### WORK REQUEST:
In the data below, which lines hold the word "Oakland"? Copy them.
TASK MATERIAL: Begin
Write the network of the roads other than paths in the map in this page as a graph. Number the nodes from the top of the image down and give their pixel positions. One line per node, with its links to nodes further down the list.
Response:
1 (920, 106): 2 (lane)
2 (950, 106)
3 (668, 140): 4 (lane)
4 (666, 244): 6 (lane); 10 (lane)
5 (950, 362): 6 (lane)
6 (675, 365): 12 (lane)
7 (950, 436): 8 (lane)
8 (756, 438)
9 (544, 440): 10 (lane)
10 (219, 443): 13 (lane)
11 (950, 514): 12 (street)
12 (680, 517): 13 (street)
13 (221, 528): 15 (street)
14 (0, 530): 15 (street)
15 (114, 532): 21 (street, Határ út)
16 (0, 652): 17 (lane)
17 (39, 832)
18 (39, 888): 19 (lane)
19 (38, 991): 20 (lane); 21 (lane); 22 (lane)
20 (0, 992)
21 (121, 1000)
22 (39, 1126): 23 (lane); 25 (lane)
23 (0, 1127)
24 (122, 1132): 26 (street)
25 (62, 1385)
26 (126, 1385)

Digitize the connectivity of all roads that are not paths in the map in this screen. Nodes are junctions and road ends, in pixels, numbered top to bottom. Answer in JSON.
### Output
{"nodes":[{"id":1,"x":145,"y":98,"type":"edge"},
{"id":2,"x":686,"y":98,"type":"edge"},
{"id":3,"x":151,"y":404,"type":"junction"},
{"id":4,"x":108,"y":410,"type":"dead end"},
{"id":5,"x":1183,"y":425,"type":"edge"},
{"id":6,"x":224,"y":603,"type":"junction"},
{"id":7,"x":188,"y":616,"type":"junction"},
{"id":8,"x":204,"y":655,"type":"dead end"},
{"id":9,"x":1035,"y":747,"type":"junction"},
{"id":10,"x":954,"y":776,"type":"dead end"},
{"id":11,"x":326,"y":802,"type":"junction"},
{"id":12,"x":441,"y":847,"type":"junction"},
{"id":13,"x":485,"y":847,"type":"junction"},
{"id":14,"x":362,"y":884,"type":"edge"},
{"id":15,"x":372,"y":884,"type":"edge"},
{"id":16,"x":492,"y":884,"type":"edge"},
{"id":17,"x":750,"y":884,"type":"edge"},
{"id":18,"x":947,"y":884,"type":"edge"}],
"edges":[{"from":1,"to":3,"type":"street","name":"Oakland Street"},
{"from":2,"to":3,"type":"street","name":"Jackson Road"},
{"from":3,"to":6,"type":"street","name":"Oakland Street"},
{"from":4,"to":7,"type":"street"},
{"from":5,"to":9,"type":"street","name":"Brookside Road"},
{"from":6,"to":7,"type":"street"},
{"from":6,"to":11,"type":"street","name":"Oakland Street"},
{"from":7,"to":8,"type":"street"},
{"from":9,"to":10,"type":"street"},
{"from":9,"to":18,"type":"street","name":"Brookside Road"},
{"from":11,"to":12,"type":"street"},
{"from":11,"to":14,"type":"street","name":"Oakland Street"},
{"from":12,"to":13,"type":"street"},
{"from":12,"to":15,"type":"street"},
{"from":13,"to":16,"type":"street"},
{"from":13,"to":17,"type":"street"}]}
TASK MATERIAL: End
### COMPLETED EXERCISE:
"edges":[{"from":1,"to":3,"type":"street","name":"Oakland Street"},
{"from":3,"to":6,"type":"street","name":"Oakland Street"},
{"from":6,"to":11,"type":"street","name":"Oakland Street"},
{"from":11,"to":14,"type":"street","name":"Oakland Street"},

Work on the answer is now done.